By Daniel R. Matlis
During the last Microsoft Health and Life-Science Conference, I had the privilege to participate in an enlightening discussion with stakeholders (or special interest groups, depending or the news network you watch) in Healthcare Reform.
The panel represented a board spectrum of constituents and included (in alphabetical order):
- Jeff Brown – Director IT, Partners Healthcare
- Deighton Liverpool – Director, IT , American Association for Cancer Research
- Okey Okuzu – Director – US Managed Markets Strategy & Innovation, Novartis Pharmaceuticals Corporation
- Arman Ozgun – Managing Partner, Netsoft USA
- Chad Pomeroy – VP Innovation & eBusiness, WellPoint
The session provided ample opportunity to discuss and highlight key challenges and opportunities of the US healthcare system.
In my opinion, the underlying problem with the current Healthcare system is misaligned incentives. That is, each stakeholder is incentivized and compensated based on different and often conflicting benchmarks.
For example:
- Research institutions seek public and private funding to conduct focused research
- Life-Science companies seek to recoup and profit for the high risks and costs associated with bringing new products to market
- Health Insurers seek to manage and lower healthcare costs and make profit
- Healthcare providers seek to improve patient outcomes and reduce costs while minimizing litigation risks
- Technology companies offer enabling platform to automate and “smart-up” healthcare
What if we found a way to align incentives and gain synergies from all these stakeholders?
Imagine, if you would, a model where each stakeholder is a link in the healthcare chain, and gets benefits from others in the ecosystem.
In this environment:
- Research institutions could partner with Life-Science companies early in the discovery process and feed new compounds to Pharma R&D.
- Another benefit is looking blockbusters from the trash bin.
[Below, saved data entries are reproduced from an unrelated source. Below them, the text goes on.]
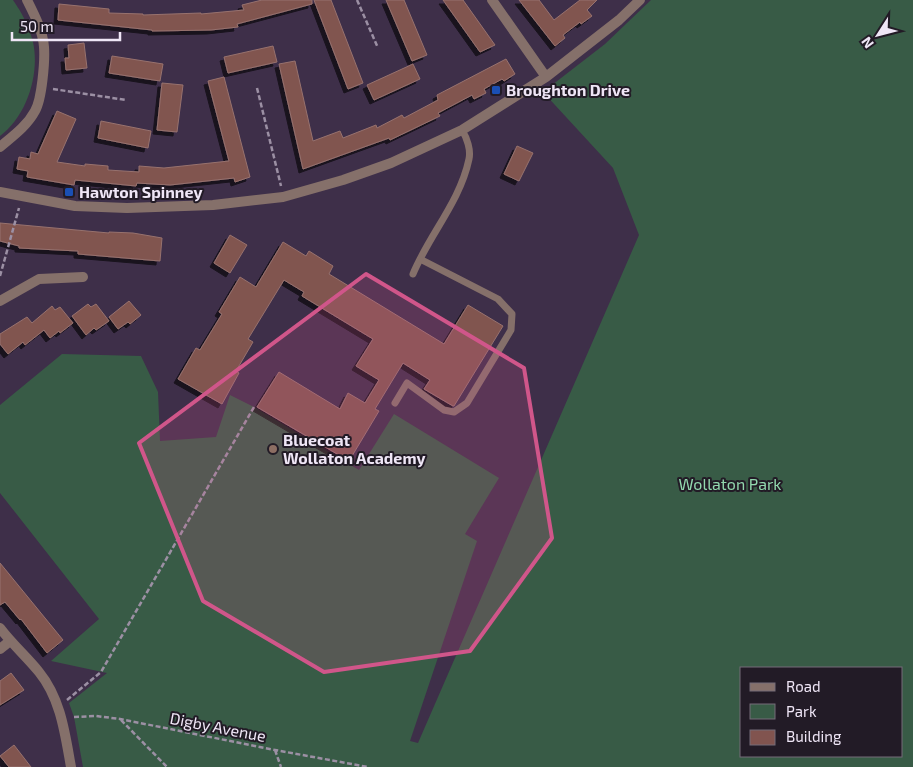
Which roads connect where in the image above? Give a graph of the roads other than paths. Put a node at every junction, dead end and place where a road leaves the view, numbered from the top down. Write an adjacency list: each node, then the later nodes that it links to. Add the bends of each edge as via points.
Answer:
1 (26, 0): 6 (street, via 44,46 41,87 35,110 21,130)
2 (492, 0): 4 (street)
3 (640, 0): 4 (street)
4 (546, 77): 5 (street)
5 (462, 130): 7 (street, via 343,180 283,197 213,205 127,208 75,206); 8 (lane, via 467,138 469,158 453,202)
6 (0, 147)
7 (0, 192)
8 (420, 259): 9 (lane); 12 (lane, via 498,299 512,314 511,330 467,403 454,412 444,410 407,383)
9 (413, 274)
10 (83, 277): 11 (street, via 39,279)
11 (0, 301)
12 (395, 403)
13 (0, 628): 14 (street)
14 (10, 641): 15 (street); 16 (street, via 40,673 56,702 63,721)
15 (0, 649)
16 (71, 767)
In other words finding new uses for compounds that did not show promise with the initial target (Rogaine and Viagra were side effects)
- Hospitals could provide de-personalized patient information to build better models toward the road to virtual clinical trials and targeted “personalized medicine”
- Insurance companies could lower costs and make better treatment decisions based on appropriate diagnostic tools and “pay for outcome” model (Geisinger already offers Heart Surgery warranty which has lowered costs as well as 30-day readmission rate 44%)
These do not even take into considerations the benefits associated with bringing medical records to the electronic age or applying Lean and Six Sigma techniques to a very inefficient Healthcare model.
According to a recent reports, patients in the American Healthcare system received the recommended care only 54.9% of the time. By contrast, your car, phone and PC are built to meet requirements 99.997%.
In my opinion, aligning incentives for healthcare stakeholder would yield lower healthcare costs and improved patient outcomes.